Run NVIDIA BioNeMo NIM Microservices for Protein Structure Prediction in Claude Science
By Jakub Antkiewicz
•2026-09-01T13:06:14Z
NVIDIA and Anthropic Enable AI Agents to Run Complex Biology Workflows
NVIDIA and Anthropic have integrated the NVIDIA BioNeMo Agent Toolkit with the Claude Science AI workbench, enabling AI agents to directly discover and call specialized microservices for complex life sciences research. The collaboration showcases a concrete workflow for agent-driven protein structure prediction, a process that traditionally requires significant domain expertise. By packaging sophisticated bioinformatics models into agent-callable skills, this integration addresses a critical gap between general-purpose AI agents and the specialized tools needed for scientific discovery.
The companies demonstrated a workflow where an AI agent within Claude Science orchestrates multiple NVIDIA NIM microservices to predict the structure of a protein complex from the fungus Paracoccidioides lutzii. This multi-stage process involved generating multiple-sequence alignments (MSA) and then passing them to two independent folding models, OpenFold3 and Boltz-2, to compare results. The benchmark underscored the necessity of domain-specific inputs, revealing that interface prediction confidence collapsed without MSA data, dropping from iPTM scores above 0.8 to below 0.2.

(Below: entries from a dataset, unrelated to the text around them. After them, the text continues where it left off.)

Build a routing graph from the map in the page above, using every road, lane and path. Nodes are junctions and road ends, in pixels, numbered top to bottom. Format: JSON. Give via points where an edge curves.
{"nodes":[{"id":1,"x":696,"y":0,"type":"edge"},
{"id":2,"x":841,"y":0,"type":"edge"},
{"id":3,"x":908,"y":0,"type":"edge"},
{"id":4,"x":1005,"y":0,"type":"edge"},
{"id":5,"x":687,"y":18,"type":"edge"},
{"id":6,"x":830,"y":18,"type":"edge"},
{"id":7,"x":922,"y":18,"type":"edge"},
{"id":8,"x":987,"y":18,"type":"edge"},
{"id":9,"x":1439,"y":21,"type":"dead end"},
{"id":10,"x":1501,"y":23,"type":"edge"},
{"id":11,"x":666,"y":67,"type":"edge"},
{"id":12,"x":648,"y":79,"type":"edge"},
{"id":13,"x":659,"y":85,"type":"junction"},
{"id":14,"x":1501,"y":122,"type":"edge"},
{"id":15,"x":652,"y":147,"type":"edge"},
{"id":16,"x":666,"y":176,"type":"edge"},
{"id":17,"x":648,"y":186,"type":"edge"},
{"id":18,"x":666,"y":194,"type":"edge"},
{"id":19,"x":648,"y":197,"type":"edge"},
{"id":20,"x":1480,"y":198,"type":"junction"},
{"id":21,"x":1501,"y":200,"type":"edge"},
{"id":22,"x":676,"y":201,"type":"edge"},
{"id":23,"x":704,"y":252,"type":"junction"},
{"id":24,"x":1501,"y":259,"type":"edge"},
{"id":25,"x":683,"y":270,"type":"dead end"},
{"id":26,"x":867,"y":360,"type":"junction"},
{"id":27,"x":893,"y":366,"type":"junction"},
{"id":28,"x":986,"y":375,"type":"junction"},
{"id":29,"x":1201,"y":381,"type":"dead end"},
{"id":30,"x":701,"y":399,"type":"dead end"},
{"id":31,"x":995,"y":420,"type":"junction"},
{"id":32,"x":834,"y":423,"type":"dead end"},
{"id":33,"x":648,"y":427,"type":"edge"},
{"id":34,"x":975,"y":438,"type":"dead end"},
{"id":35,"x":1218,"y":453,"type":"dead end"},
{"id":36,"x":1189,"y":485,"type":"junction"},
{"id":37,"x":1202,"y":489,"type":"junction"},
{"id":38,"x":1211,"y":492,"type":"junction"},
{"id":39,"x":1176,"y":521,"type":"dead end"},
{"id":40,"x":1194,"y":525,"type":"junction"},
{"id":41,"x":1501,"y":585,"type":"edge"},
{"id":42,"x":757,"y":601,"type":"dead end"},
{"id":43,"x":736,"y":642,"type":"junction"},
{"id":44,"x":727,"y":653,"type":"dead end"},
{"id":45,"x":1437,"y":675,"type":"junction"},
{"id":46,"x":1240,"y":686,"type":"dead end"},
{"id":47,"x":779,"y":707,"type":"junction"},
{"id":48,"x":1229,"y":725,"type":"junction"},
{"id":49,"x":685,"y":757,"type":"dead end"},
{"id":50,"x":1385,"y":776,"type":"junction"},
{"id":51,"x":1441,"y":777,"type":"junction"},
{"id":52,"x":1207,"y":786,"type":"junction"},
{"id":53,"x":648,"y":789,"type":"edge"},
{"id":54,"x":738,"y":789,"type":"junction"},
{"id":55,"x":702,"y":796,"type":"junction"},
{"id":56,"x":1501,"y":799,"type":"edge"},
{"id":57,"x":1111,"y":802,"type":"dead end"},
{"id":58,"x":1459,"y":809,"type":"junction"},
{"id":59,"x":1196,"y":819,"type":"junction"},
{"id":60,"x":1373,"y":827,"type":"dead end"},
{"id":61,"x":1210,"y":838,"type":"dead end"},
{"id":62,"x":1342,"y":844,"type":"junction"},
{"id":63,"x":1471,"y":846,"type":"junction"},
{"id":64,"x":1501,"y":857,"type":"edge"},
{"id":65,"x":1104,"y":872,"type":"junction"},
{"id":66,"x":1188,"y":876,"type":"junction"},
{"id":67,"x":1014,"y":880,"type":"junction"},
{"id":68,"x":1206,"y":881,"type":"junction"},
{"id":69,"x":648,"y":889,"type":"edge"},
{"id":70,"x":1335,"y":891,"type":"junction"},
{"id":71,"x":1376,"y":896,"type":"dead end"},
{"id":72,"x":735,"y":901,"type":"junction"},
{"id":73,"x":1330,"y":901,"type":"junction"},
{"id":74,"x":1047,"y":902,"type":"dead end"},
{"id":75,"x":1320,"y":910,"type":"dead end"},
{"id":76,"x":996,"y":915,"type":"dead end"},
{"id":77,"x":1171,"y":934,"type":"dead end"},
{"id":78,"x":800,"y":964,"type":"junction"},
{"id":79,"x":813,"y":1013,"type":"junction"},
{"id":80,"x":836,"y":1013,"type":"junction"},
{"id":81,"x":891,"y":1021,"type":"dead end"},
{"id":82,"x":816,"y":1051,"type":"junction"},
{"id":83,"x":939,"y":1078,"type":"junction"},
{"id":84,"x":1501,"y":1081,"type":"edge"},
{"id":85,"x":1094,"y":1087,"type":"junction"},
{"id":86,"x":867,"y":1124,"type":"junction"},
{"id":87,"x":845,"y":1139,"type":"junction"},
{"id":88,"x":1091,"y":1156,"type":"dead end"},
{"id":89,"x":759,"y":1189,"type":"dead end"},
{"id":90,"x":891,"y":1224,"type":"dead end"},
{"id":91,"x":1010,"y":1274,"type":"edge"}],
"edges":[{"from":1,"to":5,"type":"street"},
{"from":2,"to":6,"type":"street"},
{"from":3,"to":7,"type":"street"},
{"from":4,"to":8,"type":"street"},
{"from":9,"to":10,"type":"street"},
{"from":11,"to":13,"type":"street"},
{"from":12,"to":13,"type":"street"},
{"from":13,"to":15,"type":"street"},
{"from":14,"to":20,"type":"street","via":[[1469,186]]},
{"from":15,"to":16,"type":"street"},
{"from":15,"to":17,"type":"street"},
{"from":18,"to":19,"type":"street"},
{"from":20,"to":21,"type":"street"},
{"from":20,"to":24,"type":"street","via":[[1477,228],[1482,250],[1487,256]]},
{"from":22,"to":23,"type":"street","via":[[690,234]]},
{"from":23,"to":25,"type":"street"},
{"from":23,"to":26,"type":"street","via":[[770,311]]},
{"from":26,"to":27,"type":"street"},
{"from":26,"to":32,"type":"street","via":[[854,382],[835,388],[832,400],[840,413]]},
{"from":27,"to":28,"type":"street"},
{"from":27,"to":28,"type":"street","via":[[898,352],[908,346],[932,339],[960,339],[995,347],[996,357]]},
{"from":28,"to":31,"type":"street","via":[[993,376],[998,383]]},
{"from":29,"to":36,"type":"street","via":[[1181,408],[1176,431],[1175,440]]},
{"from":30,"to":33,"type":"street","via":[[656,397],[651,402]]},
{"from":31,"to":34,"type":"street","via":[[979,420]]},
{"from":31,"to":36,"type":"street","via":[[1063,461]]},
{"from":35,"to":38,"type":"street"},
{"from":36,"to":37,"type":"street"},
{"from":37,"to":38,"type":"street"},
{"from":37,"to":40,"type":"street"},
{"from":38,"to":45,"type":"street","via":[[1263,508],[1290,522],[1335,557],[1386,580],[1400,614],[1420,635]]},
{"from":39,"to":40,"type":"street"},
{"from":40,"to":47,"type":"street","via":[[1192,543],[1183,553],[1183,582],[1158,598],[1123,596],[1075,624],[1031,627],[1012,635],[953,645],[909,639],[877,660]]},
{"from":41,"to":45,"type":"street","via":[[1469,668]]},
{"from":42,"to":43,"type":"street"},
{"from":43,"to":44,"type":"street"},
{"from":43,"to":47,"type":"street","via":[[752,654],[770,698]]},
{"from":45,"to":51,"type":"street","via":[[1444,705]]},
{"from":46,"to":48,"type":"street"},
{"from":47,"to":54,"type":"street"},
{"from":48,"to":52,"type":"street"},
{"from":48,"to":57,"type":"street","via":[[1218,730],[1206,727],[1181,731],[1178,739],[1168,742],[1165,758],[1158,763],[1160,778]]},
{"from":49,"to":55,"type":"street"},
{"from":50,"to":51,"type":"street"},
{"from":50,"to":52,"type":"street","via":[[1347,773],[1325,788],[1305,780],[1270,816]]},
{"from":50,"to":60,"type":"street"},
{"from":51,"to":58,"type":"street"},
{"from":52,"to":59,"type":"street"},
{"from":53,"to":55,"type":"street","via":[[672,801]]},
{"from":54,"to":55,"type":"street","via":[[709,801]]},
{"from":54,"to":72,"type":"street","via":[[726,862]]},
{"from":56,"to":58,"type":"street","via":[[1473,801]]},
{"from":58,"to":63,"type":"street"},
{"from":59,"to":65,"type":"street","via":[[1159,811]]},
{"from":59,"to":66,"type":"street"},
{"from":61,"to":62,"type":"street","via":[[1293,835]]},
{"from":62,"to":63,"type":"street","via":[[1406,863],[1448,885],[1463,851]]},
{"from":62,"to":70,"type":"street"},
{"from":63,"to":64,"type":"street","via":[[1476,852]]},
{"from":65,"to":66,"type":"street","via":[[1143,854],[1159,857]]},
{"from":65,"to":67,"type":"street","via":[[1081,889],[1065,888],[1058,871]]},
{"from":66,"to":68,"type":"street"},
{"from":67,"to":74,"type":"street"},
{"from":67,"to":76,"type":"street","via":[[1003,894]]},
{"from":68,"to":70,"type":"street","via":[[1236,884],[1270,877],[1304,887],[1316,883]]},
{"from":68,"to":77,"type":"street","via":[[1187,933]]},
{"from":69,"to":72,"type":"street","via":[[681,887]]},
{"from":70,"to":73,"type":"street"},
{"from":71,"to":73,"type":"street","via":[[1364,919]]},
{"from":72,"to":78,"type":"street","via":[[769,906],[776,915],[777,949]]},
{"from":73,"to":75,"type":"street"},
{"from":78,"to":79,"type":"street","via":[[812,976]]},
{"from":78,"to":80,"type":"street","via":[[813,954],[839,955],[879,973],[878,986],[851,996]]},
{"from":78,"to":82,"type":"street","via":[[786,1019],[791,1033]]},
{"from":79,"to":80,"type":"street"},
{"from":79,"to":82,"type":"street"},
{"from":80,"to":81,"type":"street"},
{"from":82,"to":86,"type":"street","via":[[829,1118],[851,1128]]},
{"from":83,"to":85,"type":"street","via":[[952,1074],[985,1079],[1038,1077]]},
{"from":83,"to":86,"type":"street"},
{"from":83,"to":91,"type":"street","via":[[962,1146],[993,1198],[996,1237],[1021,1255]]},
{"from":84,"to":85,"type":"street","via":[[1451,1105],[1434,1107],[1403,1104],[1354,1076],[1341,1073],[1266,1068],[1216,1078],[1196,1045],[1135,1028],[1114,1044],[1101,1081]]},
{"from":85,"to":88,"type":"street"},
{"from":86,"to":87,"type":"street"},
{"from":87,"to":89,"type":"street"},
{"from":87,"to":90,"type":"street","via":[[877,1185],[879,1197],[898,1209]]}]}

- Platform: Anthropic Claude Science AI workbench for agent orchestration.
- Toolkit: NVIDIA BioNeMo Agent Toolkit provides skills for biology, chemistry, and genomics.
- Microservices: NVIDIA NIM endpoints for MSA Search, OpenFold3, and Boltz-2.
- Hardware Requirements: A workstation or cloud instance with an NVIDIA L40S or H100 GPU.
- Storage Requirements: Approximately 700 GB for databases and model containers.
This integration signals a move toward making agentic AI more practical for real-world scientific applications. By abstracting the complexity of running specialized models into containerized NIM microservices, NVIDIA is building an ecosystem that lowers the barrier for automated research. This model, where a generalist agent can orchestrate highly specific computational experiments, could significantly accelerate discovery cycles in fields like drug design and genomics by automating the iterative, and often tedious, process of evaluating hypotheses and analyzing model outputs.
The integration of NVIDIA BioNeMo NIMs into Claude Science is less about a single technical achievement and more about establishing a blueprint for the future of scientific research. It positions NVIDIA's full stack—from silicon to NIM microservices—as the essential infrastructure for AI agents performing specialized, high-value work in the life sciences, effectively building a deep competitive moat in this emerging market.